In [None]:
# Файл с dag в оригинале выполнен как .py файл. Сохранён здесь в виде ipynb чтобы можно было добавить скрины об успешном выполнении из airflow

from airflow import DAG
from airflow.providers.common.sql.operators.sql import SQLExecuteQueryOperator
from airflow.providers.postgres.hooks.postgres import PostgresHook
from airflow.providers.standard.operators.python import PythonOperator
from datetime import datetime, timedelta
import pandas as pd
from airflow.providers.standard.operators.empty import EmptyOperator
import logging

default_args = {
    'owner': 'dags',
    'depends_on_past': False,
    'start_date': datetime(2025, 12, 20),
    'email_on_failure': False,
    'email_on_retry': False,
    'retries': 1,
    'retry_delay': timedelta(minutes=5),
}


def load_customers_to_postgres(**context):
    df_customers = pd.read_csv('/opt/airflow/dags/customer.csv', sep=';')
    postgres_hook = PostgresHook(postgres_conn_id='postgres')

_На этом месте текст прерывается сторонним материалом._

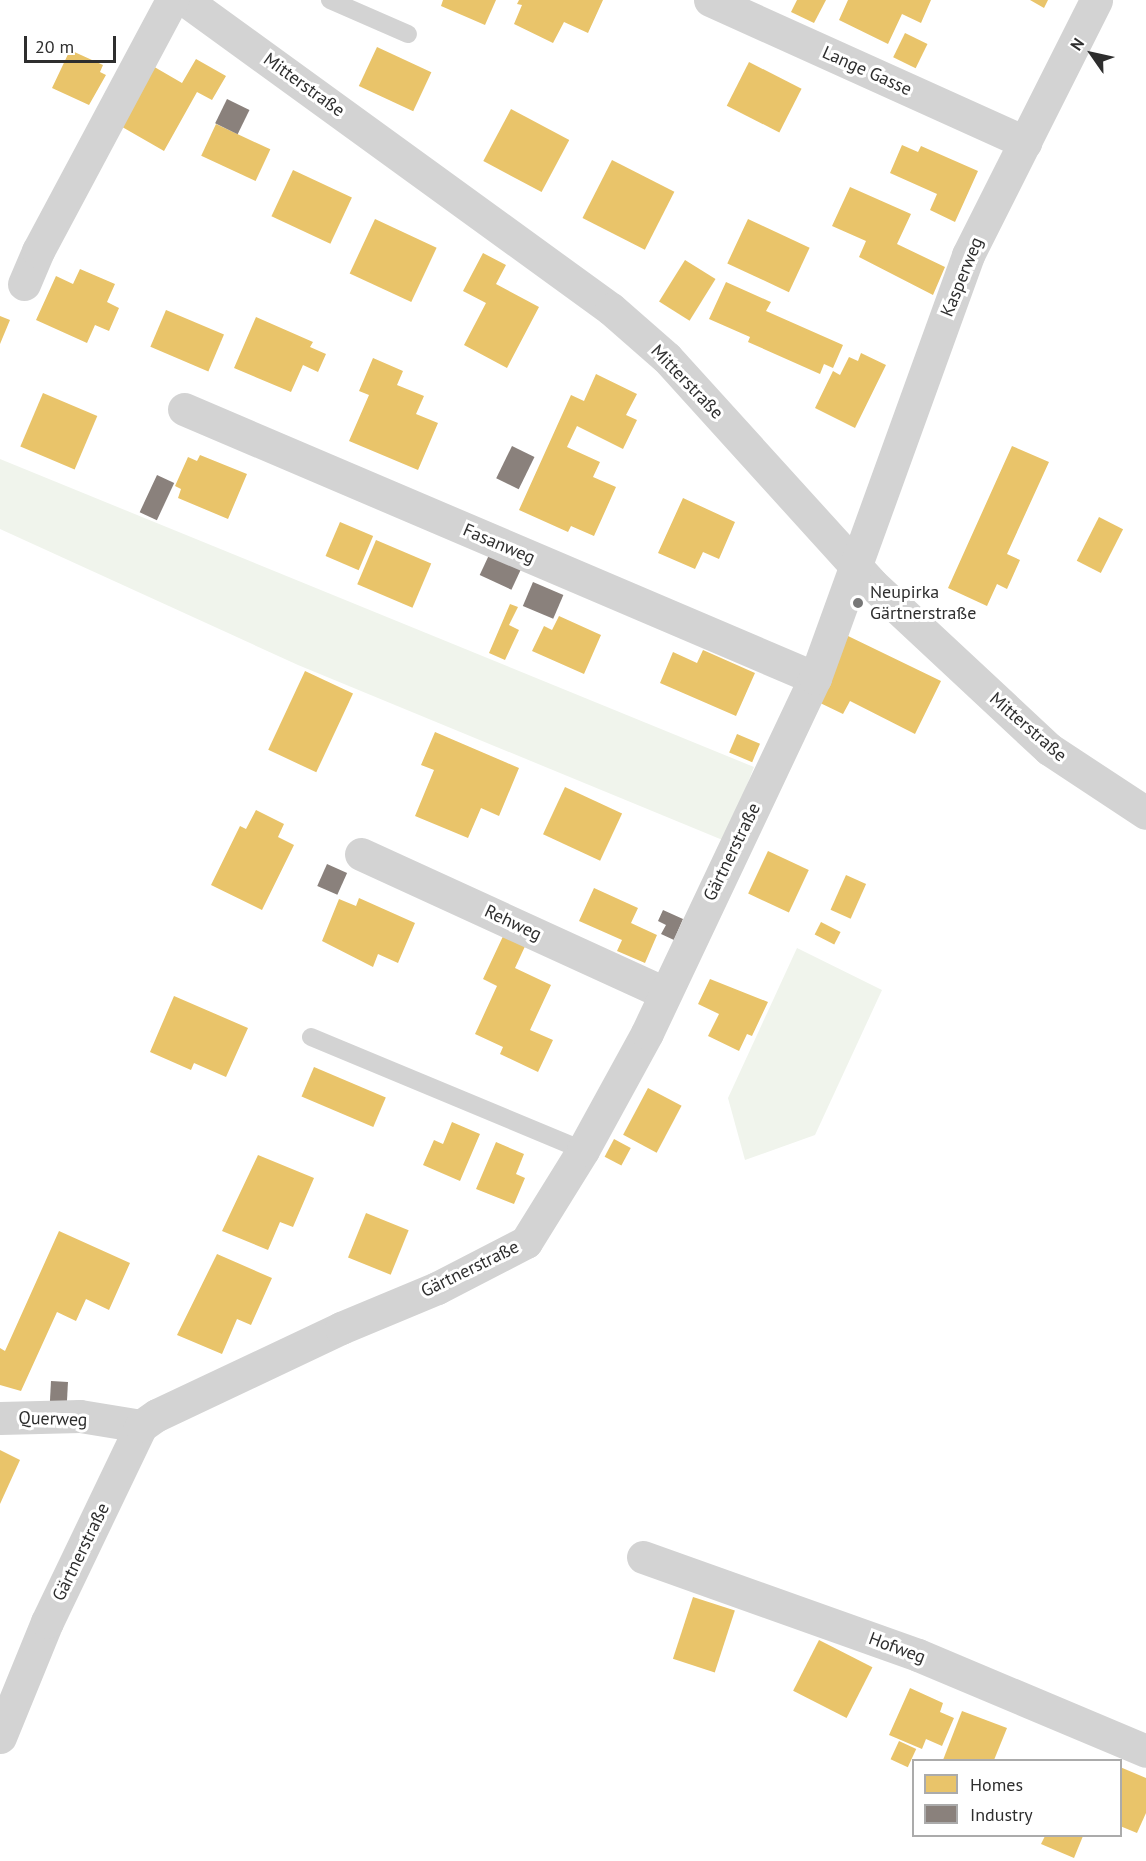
<!DOCTYPE html>
<html>
<head>
<meta charset="utf-8">
<style>
  body { margin:0 }
  #map { position:relative; width:1146px; height:1861px; overflow:hidden; background:#fff; font-family:"PT Sans",sans-serif }
  div>[style] { position:absolute }
  [style*='--x'] { left:calc(var(--x)*1px); top:calc(var(--y)*1px); width:calc(var(--w)*1px); rotate:calc(var(--a)*1deg) }
  .green>* { inset:0; background:#f0f4ec }
  .homes>* { inset:0; background:#e9c46a; transform-origin:0 0 }
  .industry>* { inset:0; background:#8a817c; transform-origin:0 0 }
  .lane>* { height:18px; margin:-9px; padding:0 9px; transform-origin:9px; border-radius:9px; background:#d3d3d3 }
  .street>* { height:33px; margin:-16.5px; padding:0 16.5px; transform-origin:16.5px; border-radius:16.5px; background:#d3d3d3 }
  .dots>* { width:16px; height:16px; translate:-50% -50%; box-sizing:border-box; border:3px solid #fff; border-radius:50% }
  span { translate:-50% -50%; white-space:nowrap; text-align:center; line-height:1.15; -webkit-text-stroke:6px #fff; paint-order:stroke }
  .street-label { font-size:18px; color:#2e2e2e }
  .poi-label { font-size:18px; color:#2e2e2e }
  .left { translate:0 -50%; text-align:left }
  .legend { position:absolute; left:912px; top:1759px; width:210px; height:78px; box-sizing:border-box; background:#fff; border:2px solid #ababab; margin:0; padding:8px 10px; list-style:none; font-size:18px; color:#2e2e2e }
  .legend li { display:flex; align-items:center; gap:12px; height:30px }
  .legend b { width:30px; border:2px solid #ababab }
  .north { position:absolute; left:1062px; top:24px; width:60px; height:60px; -webkit-text-stroke:4px #fff; paint-order:stroke; rotate:304deg; font-size:16px; font-weight:700; line-height:24px; text-align:center; color:#2e2e2e }
  .north::after { content:''; display:block; margin:auto; width:21px; height:27px; background:#2e2e2e; clip-path:polygon(50% 0,100% 100%,50% 72%,0 100%) }
  .scale { position:absolute; left:24px; top:36px; width:92px; height:27px; box-sizing:border-box; border:3px solid #2e2e2e; border-top:0; padding-left:8px; font-size:18px; line-height:21px; white-space:nowrap; color:#2e2e2e; -webkit-text-stroke:4px #fff; paint-order:stroke }
</style>
</head>
<body>
<div id="map">
  <div class="green">
    <div style="clip-path:polygon(0 459px,754px 767px,725px 841px,298px 665px,0 529px)"></div>
    <div style="clip-path:polygon(797px 948px,882px 990px,815px 1135px,745px 1160px,728px 1098px)"></div>
  </div>
  <div class="homes">
    <div style="clip-path:polygon(443px 0,496px 0,485px 25px,441px 6px)"></div>
    <div style="clip-path:polygon(519px 0,603px 0,588px 33px,564px 22px,553px 43px,514px 24px,522px 5px,517px 4px)"></div>
    <div style="clip-path:polygon(797px 0,826px 0,814px 23px,791px 12px)"></div>
    <div style="clip-path:polygon(848px 0,931px 0,921px 23px,902px 14px,888px 44px,839px 20px)"></div>
    <div style="clip-path:polygon(1030px 0,1048px 0,1044px 8px)"></div>
    <div style="left:905px;top:33px;width:25px;height:27px;rotate:26deg"></div>
    <div style="left:377px;top:47px;width:60px;height:43px;rotate:25deg"></div>
    <div style="clip-path:polygon(70px 50px,103px 65px,100px 72px,106px 75px,89px 105px,52px 88px)"></div>
    <div style="clip-path:polygon(196px 59px,226px 76px,212px 100px,197px 92px,164px 151px,117px 124px,151px 65px,182px 83px)"></div>
    <div style="left:749px;top:62px;width:59px;height:49px;rotate:27deg"></div>
    <div style="left:511px;top:109px;width:66px;height:59px;rotate:28deg"></div>
    <div style="left:216px;top:124px;width:60px;height:35px;rotate:25deg"></div>
    <div style="clip-path:polygon(902px 145px,918px 152px,921px 146px,978px 171px,955px 222px,930px 210px,937px 194px,890px 173px)"></div>
    <div style="left:612px;top:160px;width:70px;height:65px;rotate:27deg"></div>
    <div style="left:293px;top:170px;width:65px;height:51px;rotate:25deg"></div>
    <div style="clip-path:polygon(850px 187px,911px 214px,897px 244px,945px 267px,933px 295px,859px 257px,866px 241px,832px 226px)"></div>
    <div style="left:375px;top:219px;width:68px;height:60px;rotate:25deg"></div>
    <div style="left:748px;top:219px;width:68px;height:49px;rotate:25deg"></div>
    <div style="clip-path:polygon(483px 253px,506px 265px,496px 284px,539px 307px,507px 368px,464px 345px,486px 303px,463px 291px)"></div>
    <div style="left:685px;top:260px;width:36px;height:49px;rotate:32deg"></div>
    <div style="clip-path:polygon(80px 269px,115px 284px,107px 302px,119px 308px,109px 331px,95px 325px,87px 343px,36px 320px,56px 276px,73px 284px)"></div>
    <div style="clip-path:polygon(726px 282px,771px 302px,766px 311px,843px 345px,833px 368px,824px 364px,820px 374px,748px 342px,750px 337px,709px 319px)"></div>
    <div style="left:166px;top:310px;width:63px;height:40px;rotate:23deg"></div>
    <div style="clip-path:polygon(0 316px,10px 320px,0 344px)"></div>
    <div style="clip-path:polygon(256px 317px,313px 342px,310px 347px,326px 354px,318px 372px,303px 365px,291px 392px,234px 368px)"></div>
    <div style="clip-path:polygon(861px 353px,886px 365px,855px 428px,815px 408px,833px 371px,840px 375px,849px 357px,858px 361px)"></div>
    <div style="clip-path:polygon(373px 358px,403px 371px,397px 385px,424px 396px,416px 414px,438px 423px,418px 470px,349px 441px,369px 395px,359px 391px)"></div>
    <div style="clip-path:polygon(596px 374px,637px 394px,626px 415px,637px 420px,623px 449px,577px 426px,567px 447px,600px 462px,593px 477px,616px 487px,594px 536px,571px 526px,568px 532px,519px 510px,571px 395px,584px 401px)"></div>
    <div style="left:43px;top:393px;width:59px;height:58px;rotate:23deg"></div>
    <div style="clip-path:polygon(1012px 446px,1049px 462px,1007px 554px,1020px 560px,1007px 589px,997px 584px,987px 606px,948px 588px)"></div>
    <div style="clip-path:polygon(200px 455px,247px 474px,228px 519px,178px 498px,181px 489px,175px 486px,188px 457px,197px 461px)"></div>
    <div style="clip-path:polygon(683px 498px,735px 522px,719px 559px,703px 552px,695px 569px,658px 553px)"></div>
    <div style="left:1099px;top:517px;width:27px;height:49px;rotate:27deg"></div>
    <div style="left:340px;top:522px;width:36px;height:37px;rotate:23deg"></div>
    <div style="left:376px;top:540px;width:60px;height:48px;rotate:23deg"></div>
    <div style="clip-path:polygon(510px 604px,518px 607px,509px 625px,519px 630px,505px 660px,489px 653px)"></div>
    <div style="clip-path:polygon(559px 616px,601px 635px,584px 674px,532px 651px,544px 626px,552px 630px)"></div>
    <div style="clip-path:polygon(848px 636px,941px 681px,915px 734px,850px 701px,843px 714px,816px 701px)"></div>
    <div style="clip-path:polygon(703px 650px,755px 673px,736px 716px,660px 683px,673px 652px,697px 663px)"></div>
    <div style="left:305px;top:671px;width:53px;height:87px;rotate:25deg"></div>
    <div style="clip-path:polygon(435px 732px,519px 768px,499px 816px,481px 808px,468px 838px,415px 816px,434px 770px,421px 765px)"></div>
    <div style="left:737px;top:734px;width:25px;height:20px;rotate:23deg"></div>
    <div style="left:565px;top:787px;width:63px;height:52px;rotate:25deg"></div>
    <div style="clip-path:polygon(256px 810px,284px 824px,278px 837px,294px 845px,262px 910px,211px 885px,240px 826px,246px 829px)"></div>
    <div style="left:768px;top:851px;width:45px;height:47px;rotate:25deg"></div>
    <div style="left:846px;top:875px;width:22px;height:38px;rotate:24deg"></div>
    <div style="clip-path:polygon(594px 888px,638px 908px,631px 923px,657px 935px,645px 963px,617px 951px,622px 940px,579px 921px)"></div>
    <div style="clip-path:polygon(359px 898px,415px 923px,398px 963px,378px 954px,373px 967px,322px 941px,339px 899px,356px 906px)"></div>
    <div style="left:821px;top:922px;width:22px;height:14px;rotate:27deg"></div>
    <div style="clip-path:polygon(505px 932px,527px 942px,515px 968px,551px 985px,530px 1030px,553px 1040px,538px 1072px,500px 1054px,503px 1047px,475px 1034px,497px 986px,483px 979px)"></div>
    <div style="clip-path:polygon(710px 979px,768px 1002px,752px 1036px,747px 1034px,739px 1051px,708px 1036px,719px 1014px,698px 1004px)"></div>
    <div style="clip-path:polygon(174px 996px,248px 1028px,226px 1077px,194px 1063px,191px 1070px,150px 1052px)"></div>
    <div style="left:314px;top:1067px;width:78px;height:32px;rotate:23deg"></div>
    <div style="left:648px;top:1088px;width:38px;height:53px;rotate:28deg"></div>
    <div style="clip-path:polygon(452px 1122px,480px 1134px,460px 1181px,423px 1165px,434px 1140px,443px 1144px)"></div>
    <div style="left:614px;top:1139px;width:19px;height:20px;rotate:28deg"></div>
    <div style="clip-path:polygon(496px 1142px,524px 1154px,516px 1174px,525px 1178px,514px 1204px,476px 1189px)"></div>
    <div style="clip-path:polygon(258px 1155px,314px 1178px,293px 1227px,280px 1222px,268px 1250px,222px 1231px)"></div>
    <div style="left:366px;top:1213px;width:46px;height:48px;rotate:22deg"></div>
    <div style="clip-path:polygon(59px 1231px,130px 1263px,109px 1310px,86px 1299px,76px 1321px,57px 1312px,21px 1391px,0 1385px,0 1348px,5px 1351px)"></div>
    <div style="clip-path:polygon(217px 1254px,272px 1278px,251px 1325px,237px 1319px,222px 1354px,177px 1335px)"></div>
    <div style="clip-path:polygon(0 1450px,20px 1460px,0 1504px)"></div>
    <div style="left:693px;top:1597px;width:44px;height:65px;rotate:18deg"></div>
    <div style="left:819px;top:1640px;width:60px;height:57px;rotate:27deg"></div>
    <div style="clip-path:polygon(910px 1688px,943px 1703px,940px 1712px,954px 1718px,942px 1746px,926px 1739px,922px 1749px,889px 1735px)"></div>
    <div style="clip-path:polygon(962px 1711px,1007px 1728px,994px 1760px,943px 1760px)"></div>
    <div style="left:899px;top:1741px;width:19px;height:20px;rotate:25deg"></div>
    <div style="clip-path:polygon(1120px 1767px,1146px 1778px,1146px 1813px,1137px 1833px,1120px 1826px)"></div>
    <div style="clip-path:polygon(1045px 1836px,1083px 1836px,1074px 1858px,1041px 1844px)"></div>
  </div>
  <div class="industry">
    <div style="left:227px;top:99px;width:25px;height:27px;rotate:26deg"></div>
    <div style="left:512px;top:446px;width:25px;height:36px;rotate:26deg"></div>
    <div style="left:157px;top:475px;width:19px;height:41px;rotate:25deg"></div>
    <div style="left:489px;top:555px;width:35px;height:22px;rotate:25deg"></div>
    <div style="left:533px;top:582px;width:33px;height:26px;rotate:23deg"></div>
    <div style="left:327px;top:864px;width:22px;height:24px;rotate:24deg"></div>
    <div style="clip-path:polygon(663px 910px,683px 919px,674px 940px,661px 934px,666px 925px,658px 921px)"></div>
    <div style="left:51px;top:1381px;width:17px;height:21px;rotate:3deg"></div>
  </div>
  <div class="lane">
    <div style="--x:330;--y:0;--w:85;--a:23.6"></div>
    <div style="--x:311;--y:1037;--w:295;--a:22.6"></div>
  </div>
  <div class="street">
    <div style="--x:185;--y:0;--w:526;--a:35.96"></div>
    <div style="--x:611;--y:309;--w:74;--a:41.2"></div>
    <div style="--x:667;--y:358;--w:305;--a:47.8"></div>
    <div style="--x:872;--y:584;--w:242;--a:43"></div>
    <div style="--x:1049;--y:749;--w:116;--a:33.4"></div>
    <div style="--x:710;--y:0;--w:346;--a:24.3"></div>
    <div style="--x:24;--y:284;--w:36;--a:-67"></div>
    <div style="--x:38;--y:251;--w:285;--a:-61.9"></div>
    <div style="--x:184;--y:409;--w:686;--a:23.09"></div>
    <div style="--x:361;--y:854;--w:334;--a:24.6"></div>
    <div style="--x:0;--y:1418;--w:80;--a:-1.4"></div>
    <div style="--x:80;--y:1416;--w:62;--a:9.3"></div>
    <div style="--x:643;--y:1557;--w:292;--a:19.6"></div>
    <div style="--x:918;--y:1655;--w:247;--a:22.8"></div>
    <div style="--x:0;--y:1737;--w:124;--a:-67.8"></div>
    <div style="--x:47;--y:1622;--w:217;--a:-64.4"></div>
    <div style="--x:141;--y:1426;--w:19;--a:-35"></div>
    <div style="--x:157;--y:1415;--w:204;--a:-25.3"></div>
    <div style="--x:341;--y:1328;--w:104;--a:-22.6"></div>
    <div style="--x:437;--y:1288;--w:100;--a:-27.3"></div>
    <div style="--x:526;--y:1242;--w:108;--a:-58.2"></div>
    <div style="--x:583;--y:1150;--w:133;--a:-61.3"></div>
    <div style="--x:647;--y:1033;--w:393;--a:-64.7"></div>
    <div style="--x:815;--y:678;--w:450;--a:-70.1"></div>
    <div style="--x:968;--y:255;--w:285;--a:-63.3"></div>
  </div>
  <div class="dots">
    <div style="left:858px;top:603px;background:#777"></div>
  </div>
  <div class="street-label">
    <span style="left:867px;top:71px;rotate:24deg">Lange Gasse</span>
    <span style="left:304px;top:85px;rotate:36deg">Mitterstraße</span>
    <span style="left:962px;top:277px;rotate:-68deg">Kasperweg</span>
    <span style="left:687px;top:382px;rotate:46deg">Mitterstraße</span>
    <span style="left:499px;top:544px;rotate:23deg">Fasanweg</span>
    <span style="left:1028px;top:727px;rotate:41deg">Mitterstraße</span>
    <span style="left:732px;top:852px;rotate:-64deg">Gärtnerstraße</span>
    <span style="left:513px;top:923px;rotate:25deg">Rehweg</span>
    <span style="left:470px;top:1269px;rotate:-26deg">Gärtnerstraße</span>
    <span style="left:53px;top:1419px;rotate:2deg">Querweg</span>
    <span style="left:81px;top:1552px;rotate:-64deg">Gärtnerstraße</span>
    <span style="left:897px;top:1648px;rotate:20deg">Hofweg</span>
  </div>
  <div class="poi-label">
    <span class="left" style="left:870px;top:603px">Neupirka<br>Gärtnerstraße</span>
  </div>
  <ul class="legend">
  <li><b style="height:16px;background:#e9c46a"></b>Homes</li>
  <li><b style="height:16px;background:#8a817c"></b>Industry</li>
  </ul>
  <div class="north">N</div>
  <div class="scale">20 m</div>
</div>
</body>
</html>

    create_table_sql = """
    DROP TABLE IF EXISTS customers;
    CREATE TABLE IF NOT EXISTS customers (
        customer_id INTEGER PRIMARY KEY,
        first_name VARCHAR(100),
        last_name VARCHAR(100),
        gender VARCHAR(20),
        DOB DATE,
        job_title VARCHAR(200),
        job_industry_category VARCHAR(100),
        wealth_segment VARCHAR(50),
        deceased_indicator VARCHAR(1),
        owns_car VARCHAR(3),
        address TEXT,
        postcode VARCHAR(10),
        state VARCHAR(50),
        country VARCHAR(50),
        property_valuation INTEGER,
        load_date DATE DEFAULT CURRENT_DATE,
        created_at TIMESTAMP DEFAULT CURRENT_TIMESTAMP
    );
    """
    postgres_hook.run(create_table_sql)

    create_indexes_sql = [
        "CREATE INDEX IF NOT EXISTS idx_customers_dob ON customers(dob);",
        "CREATE INDEX IF NOT EXISTS idx_customers_state ON customers(state);",
        "CREATE INDEX IF NOT EXISTS idx_customers_postcode ON customers(postcode);"
    ]

    for sql in create_indexes_sql:
        try:
            postgres_hook.run(sql)
        except Exception as e:
            logging.info(f"Индекс уже существует: {e}")

    df_customers.to_sql(
        'customers',
        postgres_hook.get_sqlalchemy_engine(),
        if_exists='replace',
        index=False
    )
    logging.info(f"Загружено {len(df_customers)} записей в таблицу customers")
    return len(df_customers)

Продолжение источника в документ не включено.